## EXERCISE
What is needed is an exact transcription of the line with "thumb cmc: (771, 1079)" and all the lines that follow it in the entries below; add nothing else.

(Bounding box coordinate data)
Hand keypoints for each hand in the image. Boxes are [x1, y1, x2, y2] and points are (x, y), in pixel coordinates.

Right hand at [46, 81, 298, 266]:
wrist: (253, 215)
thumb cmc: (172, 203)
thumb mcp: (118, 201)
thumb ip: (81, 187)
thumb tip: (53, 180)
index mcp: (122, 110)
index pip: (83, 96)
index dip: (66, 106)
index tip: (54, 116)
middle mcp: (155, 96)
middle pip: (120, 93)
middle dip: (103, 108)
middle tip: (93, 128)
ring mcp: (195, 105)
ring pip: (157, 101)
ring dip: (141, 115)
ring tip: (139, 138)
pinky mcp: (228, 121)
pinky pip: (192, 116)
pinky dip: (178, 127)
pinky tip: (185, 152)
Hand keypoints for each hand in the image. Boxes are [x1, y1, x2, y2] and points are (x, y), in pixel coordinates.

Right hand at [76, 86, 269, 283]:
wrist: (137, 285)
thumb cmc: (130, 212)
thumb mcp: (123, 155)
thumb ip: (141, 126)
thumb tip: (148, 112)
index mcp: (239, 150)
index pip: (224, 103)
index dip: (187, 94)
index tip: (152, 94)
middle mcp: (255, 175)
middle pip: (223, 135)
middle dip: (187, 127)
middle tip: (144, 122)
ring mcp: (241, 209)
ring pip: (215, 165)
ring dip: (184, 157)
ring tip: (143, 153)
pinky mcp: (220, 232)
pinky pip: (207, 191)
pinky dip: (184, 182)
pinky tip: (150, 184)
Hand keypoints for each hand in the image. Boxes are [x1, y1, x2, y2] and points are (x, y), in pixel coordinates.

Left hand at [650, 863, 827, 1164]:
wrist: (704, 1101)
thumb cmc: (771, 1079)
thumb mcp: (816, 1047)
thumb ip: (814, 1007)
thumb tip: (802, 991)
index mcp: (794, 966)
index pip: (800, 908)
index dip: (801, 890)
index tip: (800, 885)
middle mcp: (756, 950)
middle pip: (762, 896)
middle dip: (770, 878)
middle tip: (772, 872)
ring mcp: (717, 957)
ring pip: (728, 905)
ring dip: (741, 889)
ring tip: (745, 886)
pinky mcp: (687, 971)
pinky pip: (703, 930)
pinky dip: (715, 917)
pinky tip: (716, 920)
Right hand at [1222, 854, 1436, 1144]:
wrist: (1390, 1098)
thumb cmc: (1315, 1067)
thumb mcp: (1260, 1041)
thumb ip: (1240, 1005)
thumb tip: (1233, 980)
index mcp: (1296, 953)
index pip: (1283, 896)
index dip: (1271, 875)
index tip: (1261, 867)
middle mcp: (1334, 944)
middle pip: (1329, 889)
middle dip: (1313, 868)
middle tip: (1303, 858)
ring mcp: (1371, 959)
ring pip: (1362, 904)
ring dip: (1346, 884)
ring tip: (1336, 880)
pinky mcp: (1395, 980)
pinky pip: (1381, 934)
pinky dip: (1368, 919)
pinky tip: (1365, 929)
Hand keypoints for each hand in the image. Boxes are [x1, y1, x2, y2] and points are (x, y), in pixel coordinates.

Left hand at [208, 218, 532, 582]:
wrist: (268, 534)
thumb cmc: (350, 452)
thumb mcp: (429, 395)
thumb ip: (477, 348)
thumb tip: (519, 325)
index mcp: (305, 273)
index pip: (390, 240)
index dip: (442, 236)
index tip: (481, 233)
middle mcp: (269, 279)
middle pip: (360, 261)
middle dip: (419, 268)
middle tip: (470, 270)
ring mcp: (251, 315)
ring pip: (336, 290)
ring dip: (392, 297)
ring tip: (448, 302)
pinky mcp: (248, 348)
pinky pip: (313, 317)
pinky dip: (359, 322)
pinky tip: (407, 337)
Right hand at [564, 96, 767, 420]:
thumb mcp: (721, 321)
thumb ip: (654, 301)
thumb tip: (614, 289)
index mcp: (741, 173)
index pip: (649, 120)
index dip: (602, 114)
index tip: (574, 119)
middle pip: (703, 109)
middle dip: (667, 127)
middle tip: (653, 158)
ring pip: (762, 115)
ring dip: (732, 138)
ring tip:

## WRITTEN ANSWER
thumb cmc: (771, 1079)
thumb mcp: (816, 1047)
thumb ip: (814, 1007)
thumb tip: (802, 991)
index mcp: (794, 966)
index pip: (800, 908)
index dip: (801, 890)
index tip: (800, 885)
middle mcp: (756, 950)
middle pip: (762, 896)
middle dip: (770, 878)
middle tip: (772, 872)
ring mcp: (717, 957)
ring pip: (728, 905)
ring dip: (741, 889)
ring tip: (745, 886)
pinky mcp: (687, 971)
pinky pip: (703, 930)
pinky dip: (715, 917)
pinky tip: (716, 920)
Right hand at [1222, 854, 1436, 1144]:
wrist: (1390, 1098)
thumb cmc: (1315, 1067)
thumb mcp: (1260, 1041)
thumb ip: (1240, 1005)
thumb tip: (1233, 980)
index mcp: (1296, 953)
index pip: (1283, 896)
index dip: (1271, 875)
index tip: (1261, 867)
middle mcp: (1334, 944)
middle pip: (1329, 889)
middle dip: (1313, 868)
middle tip: (1303, 858)
ring mcp: (1371, 959)
ring pip: (1362, 904)
ring dip: (1346, 884)
ring tip: (1336, 880)
pinky mcp: (1395, 980)
pinky pip: (1381, 934)
pinky dip: (1368, 919)
pinky tip: (1365, 929)
Hand keypoints for each hand in the image. Boxes are [x1, y1, x2, y2] and points are (x, y), in pixel coordinates.

Left hand at [208, 218, 532, 582]:
wrist: (268, 534)
thumb cmc: (350, 452)
thumb mcp: (429, 395)
thumb ip: (477, 348)
thumb tip: (519, 325)
index mcp: (305, 273)
index pip: (390, 240)
index dip: (442, 236)
index tip: (481, 233)
middle mcp: (269, 279)
middle pip: (360, 261)
middle dip: (419, 268)
middle tip: (470, 270)
ring mcp: (251, 315)
ring pip: (336, 290)
ring dip: (392, 297)
ring tip: (448, 302)
pinky mcp: (248, 348)
pinky pip: (313, 317)
pinky dip: (359, 322)
pinky tip: (407, 337)
Right hand at [564, 96, 767, 420]:
thumb mcp: (721, 321)
thumb ip: (654, 301)
thumb tip: (614, 289)
index mcp: (741, 173)
index pip: (649, 120)
index dip: (602, 114)
index tip: (574, 119)
middle pip: (703, 109)
middle dip: (667, 127)
middle tip: (653, 158)
ring pip: (762, 115)
ring dip: (732, 138)
ring tip:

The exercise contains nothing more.